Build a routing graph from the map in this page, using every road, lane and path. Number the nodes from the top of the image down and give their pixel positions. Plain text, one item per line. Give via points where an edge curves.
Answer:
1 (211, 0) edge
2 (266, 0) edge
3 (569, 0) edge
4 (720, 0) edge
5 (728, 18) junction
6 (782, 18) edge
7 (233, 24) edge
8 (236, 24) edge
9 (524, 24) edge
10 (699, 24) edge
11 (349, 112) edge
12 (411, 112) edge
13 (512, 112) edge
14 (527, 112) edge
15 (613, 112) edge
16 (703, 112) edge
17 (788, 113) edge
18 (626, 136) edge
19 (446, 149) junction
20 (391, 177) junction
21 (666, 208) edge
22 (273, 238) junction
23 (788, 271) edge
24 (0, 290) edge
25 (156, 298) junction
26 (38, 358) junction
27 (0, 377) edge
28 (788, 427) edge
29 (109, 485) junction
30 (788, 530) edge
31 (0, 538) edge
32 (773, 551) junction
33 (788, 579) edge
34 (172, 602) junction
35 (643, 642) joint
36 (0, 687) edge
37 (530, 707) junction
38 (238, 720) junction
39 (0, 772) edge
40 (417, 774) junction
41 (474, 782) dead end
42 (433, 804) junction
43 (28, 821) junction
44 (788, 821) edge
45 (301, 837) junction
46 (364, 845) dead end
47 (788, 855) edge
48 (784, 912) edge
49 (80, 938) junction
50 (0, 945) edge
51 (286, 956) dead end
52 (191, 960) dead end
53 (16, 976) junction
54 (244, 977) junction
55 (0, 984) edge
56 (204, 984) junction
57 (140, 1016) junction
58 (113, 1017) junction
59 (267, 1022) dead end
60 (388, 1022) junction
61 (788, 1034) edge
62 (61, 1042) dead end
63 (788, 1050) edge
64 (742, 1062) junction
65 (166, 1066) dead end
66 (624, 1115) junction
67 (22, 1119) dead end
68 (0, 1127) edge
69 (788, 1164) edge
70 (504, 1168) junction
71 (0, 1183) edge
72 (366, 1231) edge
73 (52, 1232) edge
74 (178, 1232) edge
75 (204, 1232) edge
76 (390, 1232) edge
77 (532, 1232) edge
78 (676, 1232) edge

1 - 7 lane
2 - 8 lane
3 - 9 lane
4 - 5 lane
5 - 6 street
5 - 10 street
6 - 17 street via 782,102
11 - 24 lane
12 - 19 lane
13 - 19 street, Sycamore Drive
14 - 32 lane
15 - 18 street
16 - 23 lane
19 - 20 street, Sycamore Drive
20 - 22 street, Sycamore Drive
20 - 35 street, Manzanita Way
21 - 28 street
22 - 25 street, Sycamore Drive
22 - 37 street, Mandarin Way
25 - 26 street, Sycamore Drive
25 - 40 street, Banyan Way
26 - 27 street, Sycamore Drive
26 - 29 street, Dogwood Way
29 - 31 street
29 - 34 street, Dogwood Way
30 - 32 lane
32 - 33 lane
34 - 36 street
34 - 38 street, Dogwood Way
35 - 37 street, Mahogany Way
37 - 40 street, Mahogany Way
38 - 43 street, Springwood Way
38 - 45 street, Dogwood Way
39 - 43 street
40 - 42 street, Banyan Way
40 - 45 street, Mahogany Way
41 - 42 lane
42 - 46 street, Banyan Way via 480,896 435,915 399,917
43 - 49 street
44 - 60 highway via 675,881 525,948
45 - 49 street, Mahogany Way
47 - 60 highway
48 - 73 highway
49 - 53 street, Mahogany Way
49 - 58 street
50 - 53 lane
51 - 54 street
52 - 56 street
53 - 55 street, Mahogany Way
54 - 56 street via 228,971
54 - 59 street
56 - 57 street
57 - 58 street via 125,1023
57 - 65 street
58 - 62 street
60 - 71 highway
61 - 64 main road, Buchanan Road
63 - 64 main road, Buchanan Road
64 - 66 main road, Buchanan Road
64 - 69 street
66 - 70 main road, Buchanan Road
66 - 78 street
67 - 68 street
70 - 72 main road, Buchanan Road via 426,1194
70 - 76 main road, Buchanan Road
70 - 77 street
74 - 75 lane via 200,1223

= = = = = = =

Filter the entries down to the lines holding the string "Sycamore". Copy each of those lines.

Task output |
13 - 19 street, Sycamore Drive
19 - 20 street, Sycamore Drive
20 - 22 street, Sycamore Drive
22 - 25 street, Sycamore Drive
25 - 26 street, Sycamore Drive
26 - 27 street, Sycamore Drive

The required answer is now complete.